Gunlock is a very quiet town; that's why people live there. Today, though, you couldn't go anywhere without hearing those CAT machines running and back-up beeping noises from heavy equipment. What everyone is hoping you'll hear later, though, is their rodeo.
What's the West, without a rodeo? Or for these folks, what's Gunlock without one?
Yeah, there's something about the big July 4th rodeo in this small Washington County town that everyone looks forward to.
"The streets are lined with cars. Little kids are running around chasing chickens," Aplanalp says.
But after the big event Wednesday,the big flood event, he rodeo grounds looked like cowboys would be riding whales instead of bulls. The water wiped out fences and left behind plywood, garbage cans and other debris that came from somewhere else. Residents couldn't believe it.

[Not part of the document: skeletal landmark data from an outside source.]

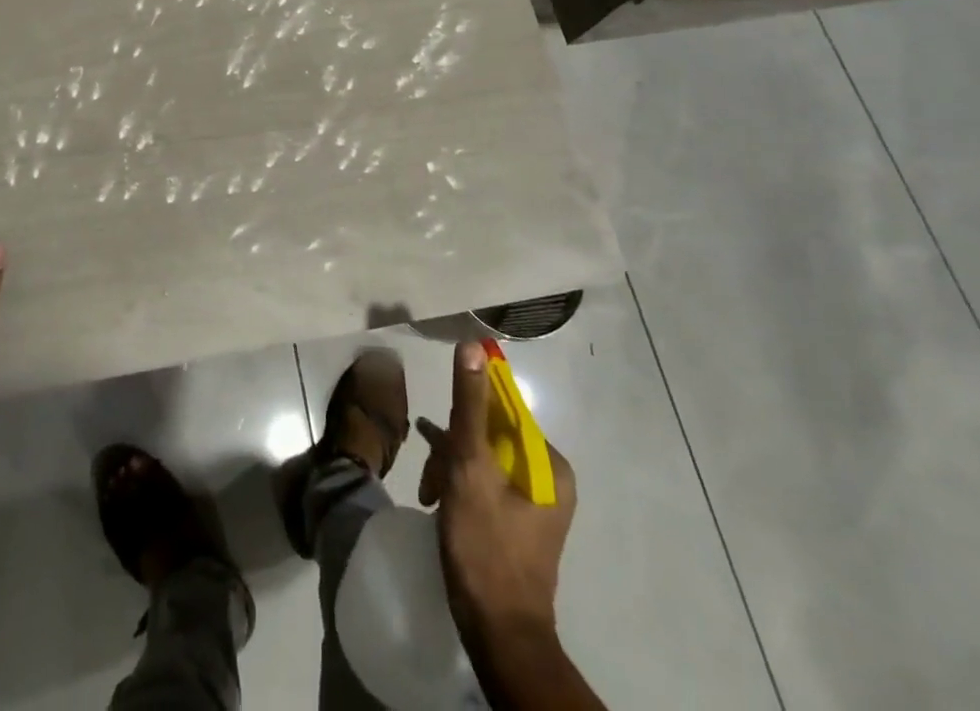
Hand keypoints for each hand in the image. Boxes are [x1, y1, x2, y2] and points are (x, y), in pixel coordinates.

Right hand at [416, 342, 577, 636]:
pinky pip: (485, 482)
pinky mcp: (518, 522)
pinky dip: (459, 485)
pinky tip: (437, 497)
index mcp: (549, 464)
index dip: (466, 413)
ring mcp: (536, 502)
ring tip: (430, 494)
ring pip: (483, 458)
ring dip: (451, 468)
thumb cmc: (485, 547)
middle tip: (432, 478)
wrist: (498, 634)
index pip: (502, 409)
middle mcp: (549, 477)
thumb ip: (470, 405)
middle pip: (490, 434)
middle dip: (453, 449)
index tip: (439, 434)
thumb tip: (472, 345)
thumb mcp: (469, 467)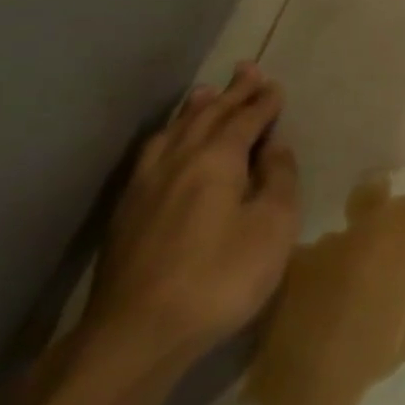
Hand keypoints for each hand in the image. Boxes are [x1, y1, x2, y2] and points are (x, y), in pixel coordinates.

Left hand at [78, 63, 299, 374]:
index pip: (245, 119)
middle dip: (232, 92)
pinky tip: (166, 143)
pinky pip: (152, 154)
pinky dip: (168, 135)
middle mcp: (179, 160)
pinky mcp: (126, 212)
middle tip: (247, 69)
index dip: (263, 102)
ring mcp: (145, 185)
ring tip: (205, 93)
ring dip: (195, 109)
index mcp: (217, 159)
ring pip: (173, 132)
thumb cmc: (221, 276)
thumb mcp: (273, 226)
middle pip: (208, 116)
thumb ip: (279, 179)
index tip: (276, 85)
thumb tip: (275, 147)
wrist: (137, 335)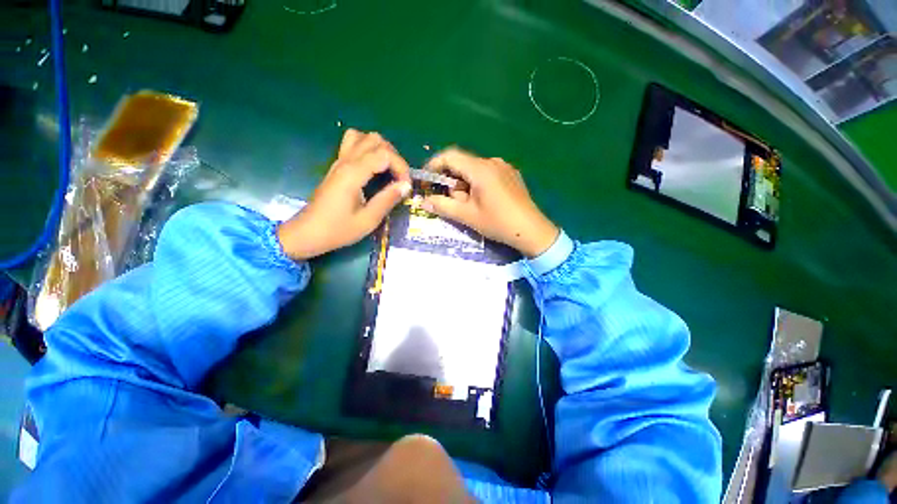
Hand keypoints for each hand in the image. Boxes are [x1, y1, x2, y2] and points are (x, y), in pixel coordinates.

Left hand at [277, 129, 411, 259]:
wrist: (308, 233)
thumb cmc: (338, 230)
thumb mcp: (368, 220)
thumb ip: (388, 199)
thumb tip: (406, 186)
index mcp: (353, 174)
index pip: (384, 154)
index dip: (401, 167)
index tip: (406, 186)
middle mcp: (345, 162)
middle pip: (375, 140)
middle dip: (394, 156)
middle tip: (400, 178)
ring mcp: (339, 162)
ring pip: (362, 137)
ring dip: (380, 149)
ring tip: (388, 169)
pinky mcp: (337, 167)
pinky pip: (353, 144)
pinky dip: (368, 149)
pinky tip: (373, 168)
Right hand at [421, 148, 558, 257]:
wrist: (532, 230)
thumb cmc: (497, 222)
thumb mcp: (467, 216)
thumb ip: (443, 206)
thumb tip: (424, 201)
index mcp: (480, 169)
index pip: (450, 156)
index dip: (434, 165)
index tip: (427, 180)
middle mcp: (492, 162)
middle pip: (463, 164)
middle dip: (452, 181)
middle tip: (452, 202)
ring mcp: (504, 167)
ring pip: (475, 170)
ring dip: (465, 184)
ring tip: (469, 205)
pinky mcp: (511, 175)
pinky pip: (487, 174)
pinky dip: (477, 184)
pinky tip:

Jay Leavitt says, "It makes you sick, just makes you sick."
Leavitt, president of Gunlock's rodeo association, says they just finished fixing the rodeo from the floods two years ago. Now, they'll have to do it all over again. "We'll build it back. Hopefully better than what it was," Leavitt said.
This rodeo isn't just for fun and entertainment, it's also Gunlock's only source of income. "It takes care of the cemetery. It's helped out water system in the past, it's helped our irrigation system," Leavitt said.

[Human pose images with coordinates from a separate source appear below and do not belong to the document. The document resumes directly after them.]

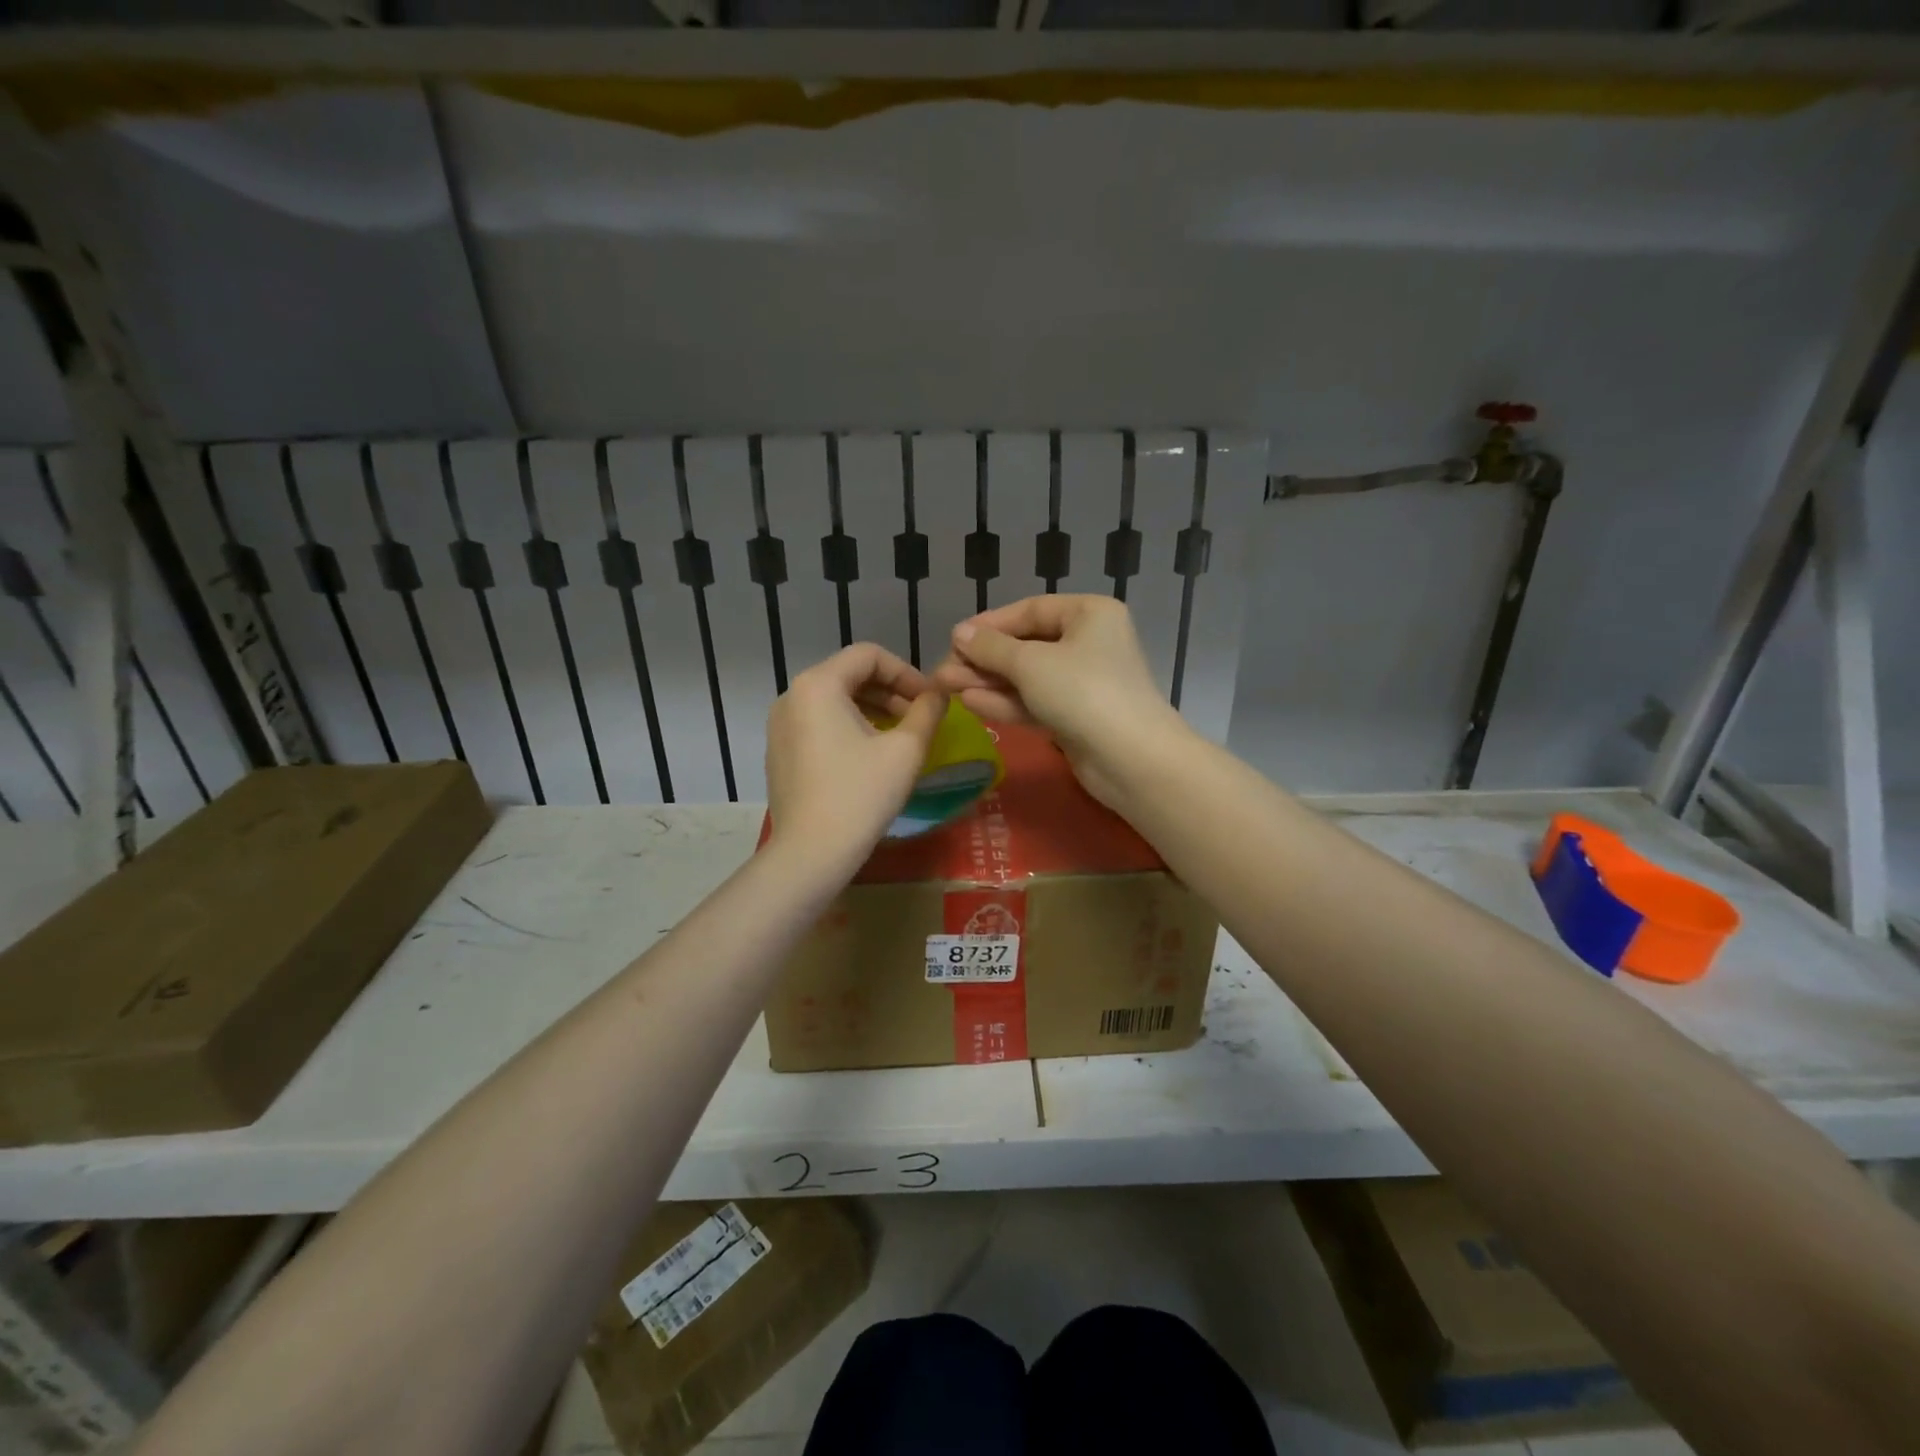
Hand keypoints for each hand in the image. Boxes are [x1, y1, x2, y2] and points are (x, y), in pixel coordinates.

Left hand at [765, 644, 945, 881]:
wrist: (811, 853)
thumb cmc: (861, 794)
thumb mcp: (906, 749)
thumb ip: (928, 711)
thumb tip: (940, 694)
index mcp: (818, 684)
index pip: (870, 656)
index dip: (907, 672)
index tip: (931, 700)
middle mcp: (791, 695)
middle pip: (849, 675)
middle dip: (890, 692)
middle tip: (921, 718)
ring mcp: (779, 726)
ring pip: (834, 701)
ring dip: (872, 710)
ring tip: (901, 736)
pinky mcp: (779, 752)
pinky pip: (818, 724)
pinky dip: (848, 728)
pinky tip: (870, 756)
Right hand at [931, 595, 1190, 809]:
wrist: (1130, 759)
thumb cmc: (1082, 692)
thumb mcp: (1030, 664)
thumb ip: (991, 648)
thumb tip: (959, 633)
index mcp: (1088, 614)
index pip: (1030, 610)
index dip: (989, 624)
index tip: (953, 638)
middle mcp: (1089, 642)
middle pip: (1026, 645)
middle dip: (983, 659)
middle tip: (943, 670)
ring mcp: (1083, 682)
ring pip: (1027, 677)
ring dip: (987, 682)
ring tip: (945, 687)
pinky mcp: (1076, 716)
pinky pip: (1035, 701)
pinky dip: (1005, 702)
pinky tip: (970, 703)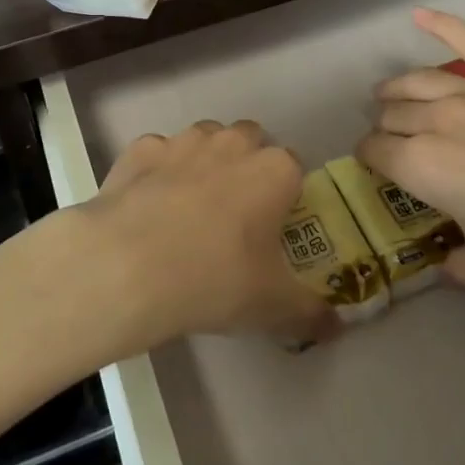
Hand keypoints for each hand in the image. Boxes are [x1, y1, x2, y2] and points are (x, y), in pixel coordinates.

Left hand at [77, 120, 333, 347]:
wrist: (128, 265)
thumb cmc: (215, 279)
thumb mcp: (272, 307)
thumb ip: (310, 312)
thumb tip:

The rodeo brings Gunlock about $25,000 a year. Without it, there's no money for town projects. Leavitt said, "This is really vital to the town of Gunlock, and it means a lot to a lot of people."
So when the flooded homes are cleaned, you can bet the whole town will start cleaning the rodeo, no bull about it.
Gunlock's rodeo runs for three days on the 4th of July holiday, and that's it. Residents have a year to clean it. They haven't missed a rodeo since it started in 1945 and say 2008 will continue that streak.